Marguerite voulut répondre, mais aucun mot ne sortit. Elle était prise au piège, enfermée dans une machination si propre, si parfaite, qu'elle ne voyait aucune issue.
Et puis une main se posa sur son épaule.
Marguerite se retourna. Lisette, la petite servante pâle, se tenait là, les yeux agrandis par la peur, et tenait une lettre froissée dans sa main tremblante.
« Mademoiselle, » murmura-t-elle d'une voix que l'assemblée entière pouvait entendre, « on m'a dit de vous la remettre ce soir. De la part de Claire. »
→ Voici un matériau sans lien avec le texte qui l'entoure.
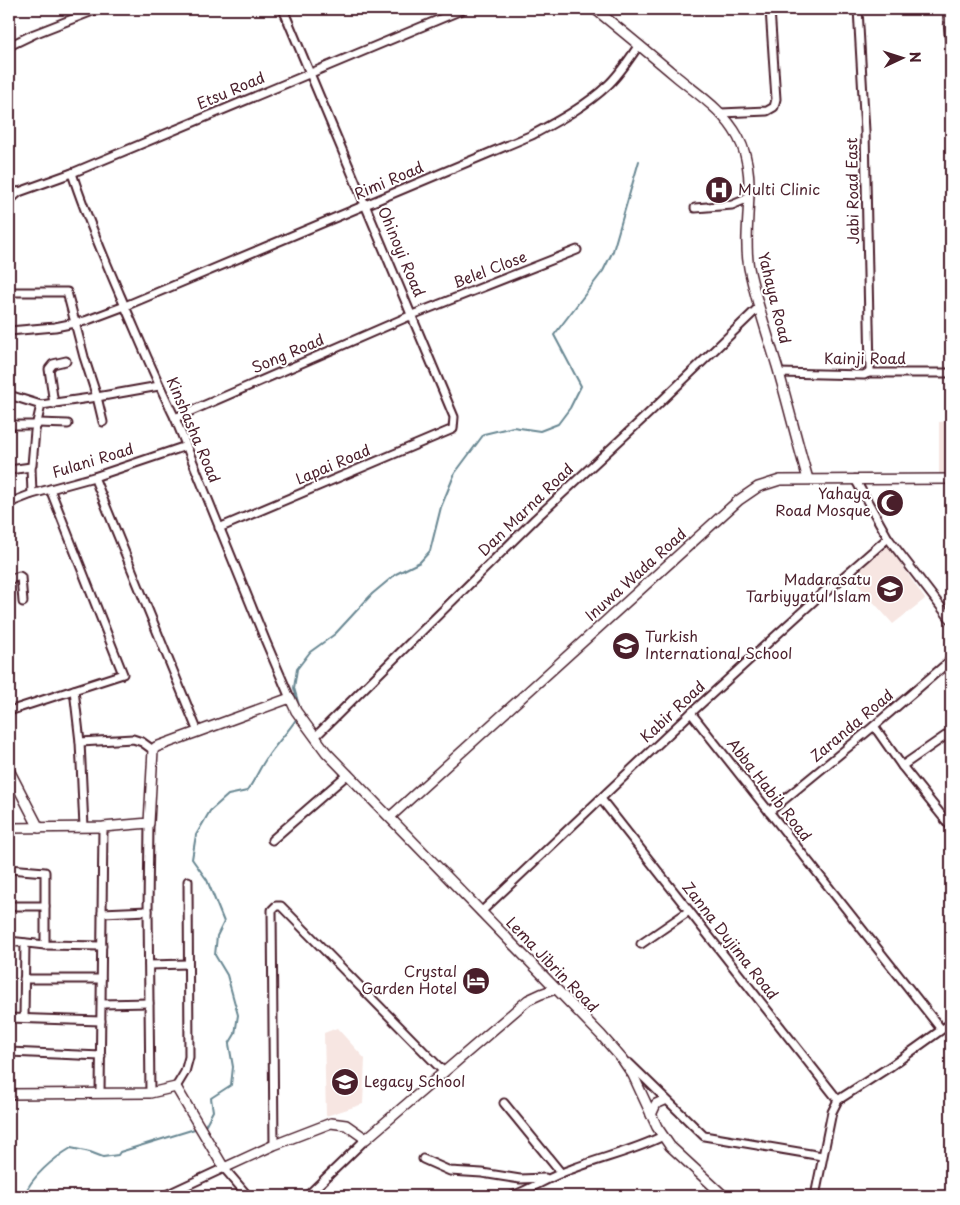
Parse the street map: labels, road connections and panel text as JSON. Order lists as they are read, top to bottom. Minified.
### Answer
{"streets":{"street":["Etsu Road","Rimi Road","Jabi Road East","Ohinoyi Road","Belel Close","Yahaya Road","Song Road","Kainji Road","Kinshasha Road","Fulani Road","Lapai Road","Dan Marna Road","Inuwa Wada Road","Kabir Road","Zaranda Road","Abba Habib Road","Zanna Dujima Road","Lema Jibrin Road"]},"crossings":[["Etsu Road","Ohinoyi Road"],["Etsu Road","Kinshasha Road"],["Rimi Road","Ohinoyi Road"],["Rimi Road","Yahaya Road"],["Rimi Road","Kinshasha Road"],["Jabi Road East","Kainji Road"],["Ohinoyi Road","Belel Close"],["Ohinoyi Road","Song Road"],["Ohinoyi Road","Lapai Road"],["Belel Close","Song Road"],["Yahaya Road","Kainji Road"],["Yahaya Road","Dan Marna Road"],["Yahaya Road","Inuwa Wada Road"],["Song Road","Kinshasha Road"],["Kinshasha Road","Fulani Road"],["Kinshasha Road","Lapai Road"],["Kinshasha Road","Lema Jibrin Road"],["Dan Marna Road","Lema Jibrin Road"],["Inuwa Wada Road","Lema Jibrin Road"],["Kabir Road","Abba Habib Road"],["Kabir Road","Zanna Dujima Road"],["Kabir Road","Lema Jibrin Road"],["Zaranda Road","Abba Habib Road"]],"places":{"hospital":["Multi Clinic"],"mosque":["Yahaya Road Mosque"],"school or university":["Madarasatu Tarbiyyatul Islam","Turkish International School","Legacy School"],"hotel":["Crystal Garden Hotel"]},"north":"right"}
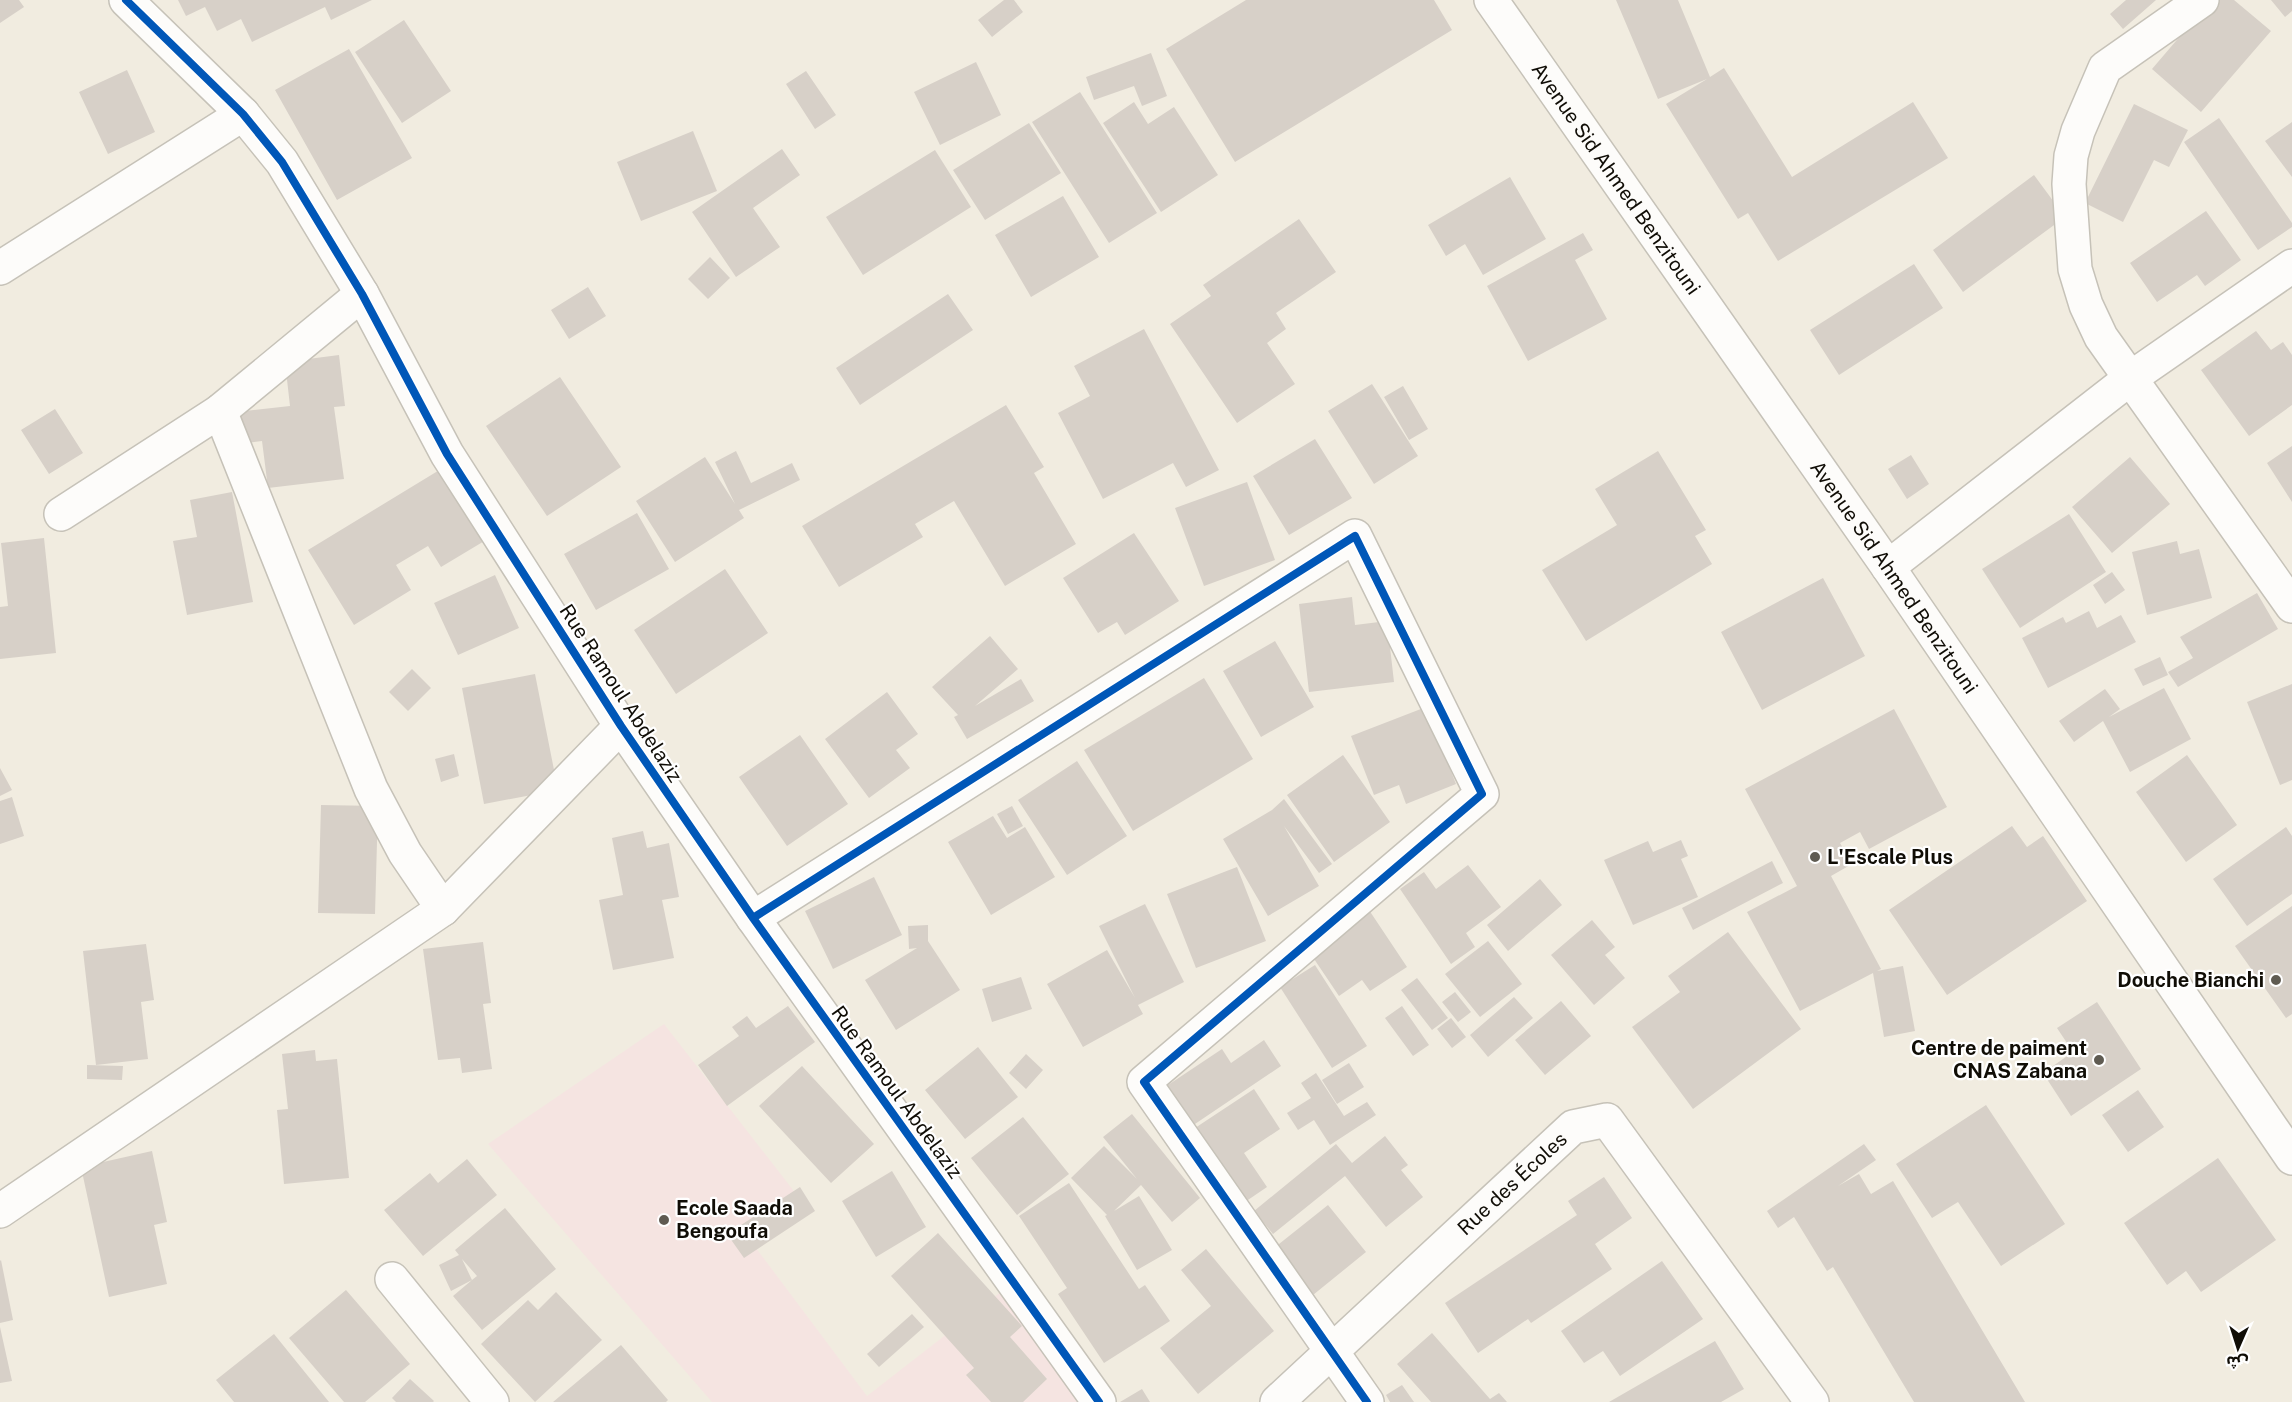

Claire. La disparue. L'ancienne femme de chambre de la Duchesse qui s'était évanouie dans la nuit.
Lisette lui poussa la lettre dans la main et recula, puis se fondit dans la foule avant que quiconque puisse l'arrêter.
Marguerite déplia le papier, ses yeux courant sur l'écriture irrégulière, pressée, comme écrite dans la peur.
La première ligne disait : « Je, Claire Martinet, sous la contrainte de Madame de Soissons, déclare avoir versé la teinture prescrite dans le vin de la Duchesse de Montfort, et que j'ai agi sur son ordre, contre mon gré. Que Dieu me pardonne, et que la vérité soit connue. »
Marguerite releva les yeux. Madame de Soissons la regardait, blanche comme la mort.
Le silence de la salle des Glaces n'avait jamais été aussi total. Et Marguerite tint la confession de Claire devant toute la cour de France, témoin de la vérité enfin révélée.